We also need to keep in mind that notwithstanding one’s intuitions, there is reason to be skeptical about what one’s subjective experience reveals about the form of a mental image. After all, when we look at an actual scene we have the unmistakable subjective impression that our perceptual representation corresponds to a detailed three-dimensional panoramic view, yet it has now been convincingly demonstrated that the information available to cognition from a single glance is extremely impoverished, sketchy and unstable and that very little is carried over across saccades (see, for example, Blackmore, Brelstaff, Nelson & Troscianko, 1995; Carlson-Radvansky, 1999; Carlson-Radvansky & Irwin, 1995; Intraub, 1981; Irwin, 1993; O'Regan, 1992; O'Regan & Noë, 2001; Rensink, 2000a; Rensink, 2000b; Rensink, O'Regan & Clark, 1997; Rensink, O'Regan & Clark, 2000; Simons, 1996). Indeed, there is now considerable evidence that we visually encode very little in a visual scene unless we explicitly attend to the items in question and that we do that only if our attention or our gaze is attracted to it (Henderson & Hollingworth, 1999), (although see O'Regan, Deubel, Clark & Rensink, 2000). There are remarkable demonstrations that when presented with alternating images, people find it extremely difficult to detect a difference between the two – even a salient difference in a central part of the image.[1] This so-called change blindness phenomenon (Simons & Levin, 1997) suggests that, despite our phenomenology, we are nowhere near having a detailed internal display since the vast majority of information in a visual scene goes unnoticed and unrecorded. It would thus be reasonable to expect that our subjective experience of mental imagery would be an equally poor guide to the form and content of the information in our underlying cognitive representation.
Nobody denies that the content and behavior of our mental images can be the result of what we intend our images to show, what we know about how things in the world look and work, and the way our cognitive or our imagery system constrains us. The important question about mental imagery is; which properties and mechanisms are intrinsic to, or constitutive of having and using mental images, and which arise because of what we believe, intend, or attribute to the situation we are imagining.

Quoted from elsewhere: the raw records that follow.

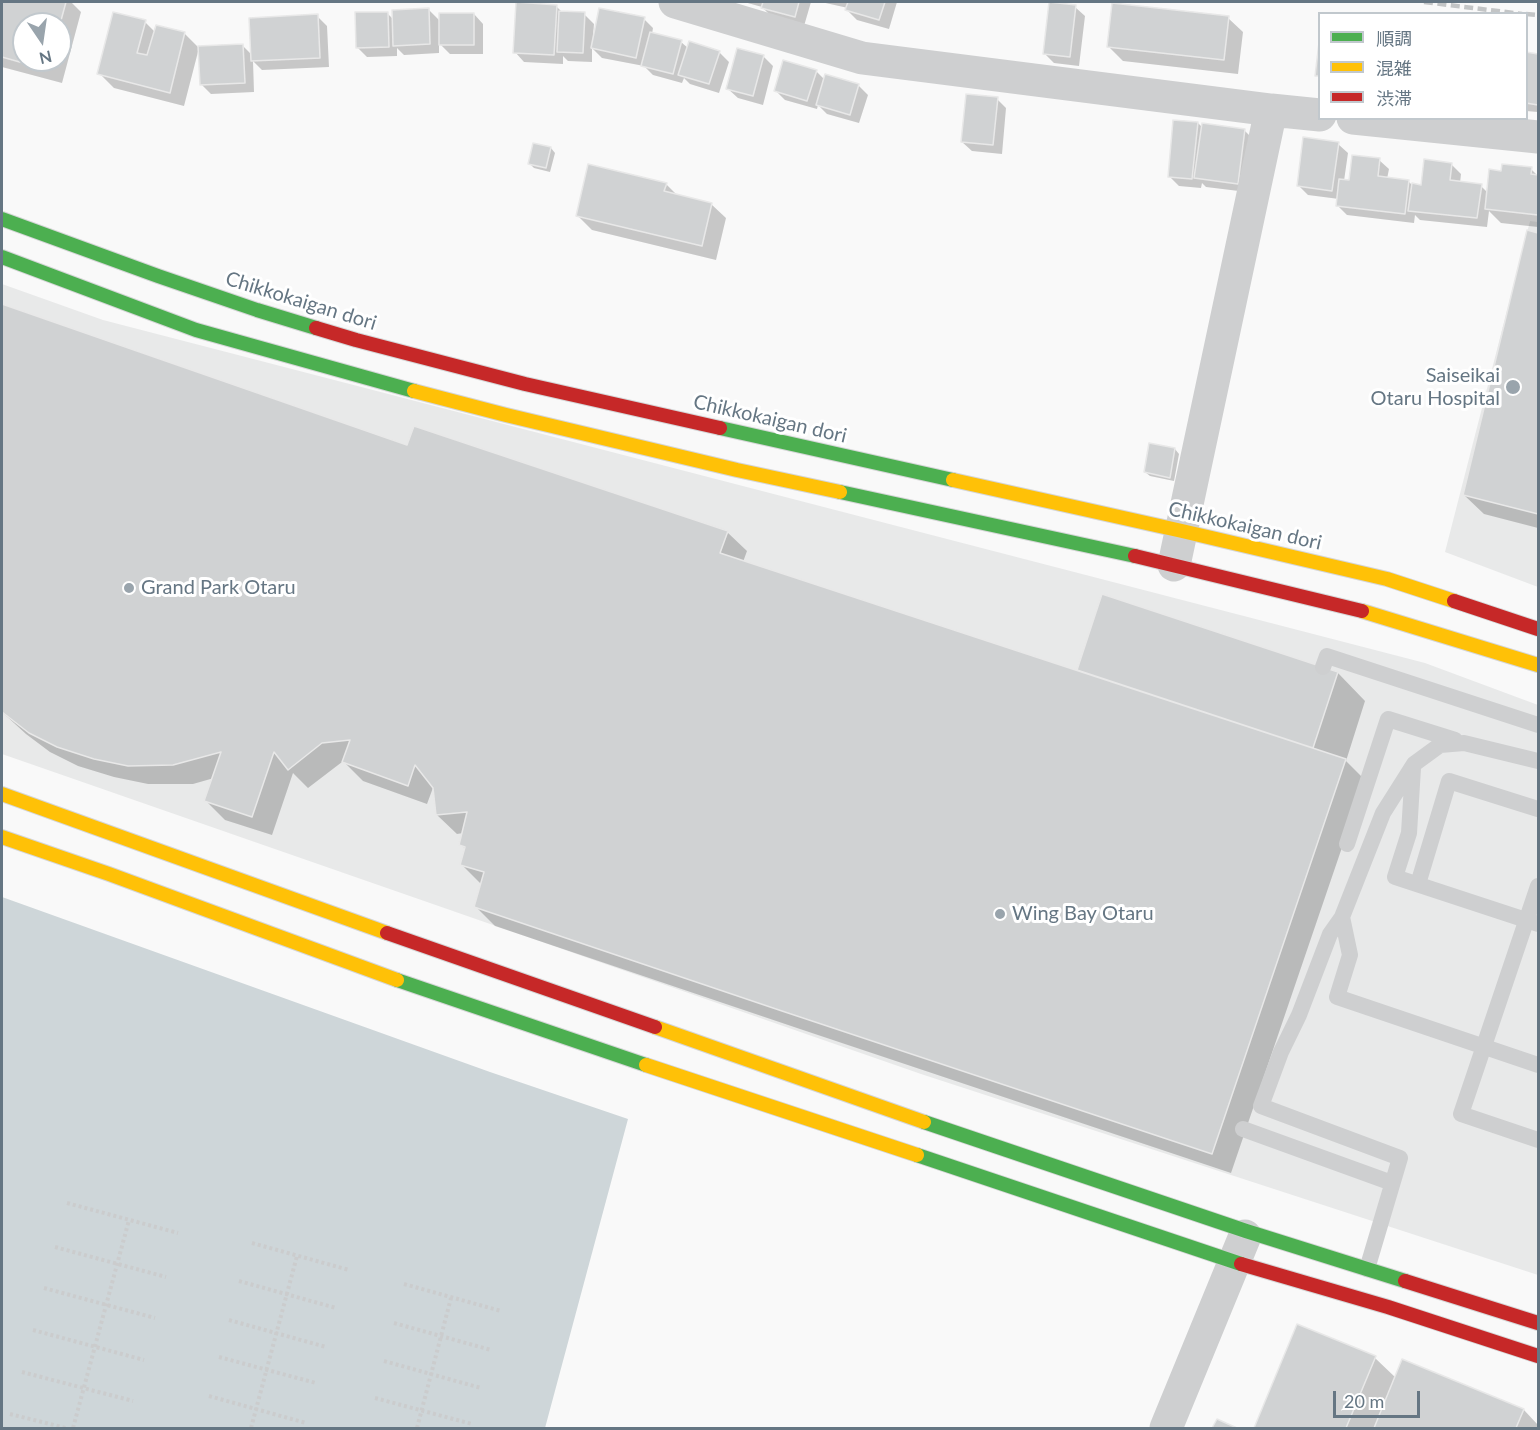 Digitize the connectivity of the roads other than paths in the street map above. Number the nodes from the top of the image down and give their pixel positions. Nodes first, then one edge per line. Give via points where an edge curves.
1 (675, 2) edge
2 (1271, 110) junction
3 (1318, 115) edge
4 (1373, 120) edge
5 (1539, 137) edge
6 (2, 219) edge
7 (2, 257) edge
8 (1182, 531) junction
9 (1174, 565) junction
10 (1539, 629) edge
11 (1539, 664) edge
12 (1323, 667) dead end
13 (1539, 725) edge
14 (1464, 743) junction
15 (1539, 761) edge
16 (1414, 764) junction
17 (2, 794) edge
18 (1539, 809) edge
19 (2, 837) edge
20 (1347, 844) dead end
21 (1418, 884) junction
22 (1539, 886) edge
23 (1342, 917) junction
24 (1533, 922) edge
25 (1484, 1046) junction
26 (1539, 1065) edge
27 (1243, 1129) dead end
28 (1539, 1140) edge
29 (1392, 1183) junction
30 (1246, 1231) junction
31 (1234, 1262) junction
32 (1367, 1269) junction
33 (1539, 1323) edge
34 (1539, 1356) edge
35 (1166, 1428) edge

1 - 2 street via 862,58
2 - 3 street
2 - 8 street
4 - 5 street
6 - 8 street, Chikkokaigan dori via 257,310 368,343 525,384
7 - 9 street via 196,330 368,379 737,470
8 - 9 street
8 - 10 street, Chikkokaigan dori via 1387,579
9 - 11 street via 1364,612
12 - 13 lane via 1327,656
14 - 15 lane
14 - 16 lane via 1440,745
14 - 20 lane via 1388,719
16 - 21 lane via 1409,832 1395,877
16 - 23 lane via 1383,813
17 - 30 street via 892,1111
18 - 21 lane via 1449,781
19 - 31 street via 416,987
21 - 24 lane
22 - 24 lane
23 - 25 lane via 1350,955 1338,997
23 - 29 lane via 1330,934 1262,1106 1400,1158
24 - 25 lane
25 - 26 lane
25 - 28 lane via 1461,1114
27 - 29 lane
29 - 32 lane
30 - 31 street
30 - 32 street
31 - 34 street
31 - 35 street
32 - 33 street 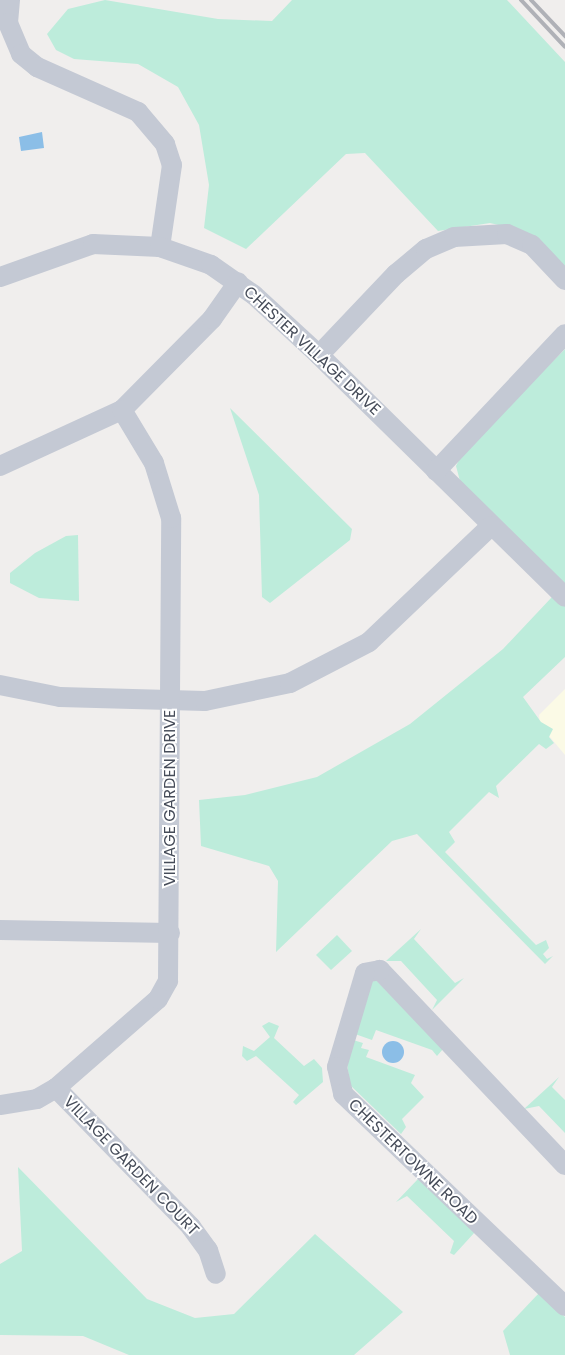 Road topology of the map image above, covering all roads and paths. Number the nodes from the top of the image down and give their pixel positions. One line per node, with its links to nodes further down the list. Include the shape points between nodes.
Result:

The distinction between effects attributable to the intrinsic nature of mental representations and mechanisms, and those attributable to more transitory states, such as people’s beliefs, utilities, habits, or interpretation of the task at hand, is central not only for understanding the nature of mental imagery, but for understanding mental processes in general. Explaining the former kind of phenomena requires that we appeal to what has been called the cognitive architecture (Fodor & Pylyshyn, 1988; Newell, 1990; Pylyshyn, 1980; Pylyshyn, 1984; Pylyshyn, 1991a; Pylyshyn, 1996) – one of the most important ideas in cognitive science. It refers to the set of properties of mind that are fixed with respect to certain kinds of influences. In particular, the cognitive architecture is, by definition, not directly altered by changes in knowledge, goals, utilities or any other representations (e.g., fears, hopes, fantasies, etc). In other words when you find out new things or when you draw inferences from what you know or when you decide something, your cognitive architecture does not change. Of course, if as a result of your state of beliefs and desires you decide to take drugs or to change your diet or even to repeat some act over and over, this can result in changes to your cognitive architecture, but such changes are not a direct result of the changes in your cognitive state. A detailed technical exposition of the distinction between effects attributable to knowledge or other cognitive states and those attributable to the nature of cognitive architecture is beyond the scope of this article (although this distinction is the subject of extensive discussion in Pylyshyn, 1984, Chapter 7). The following example (discussed at greater length in, Pylyshyn, 1984) will have to do for present purposes.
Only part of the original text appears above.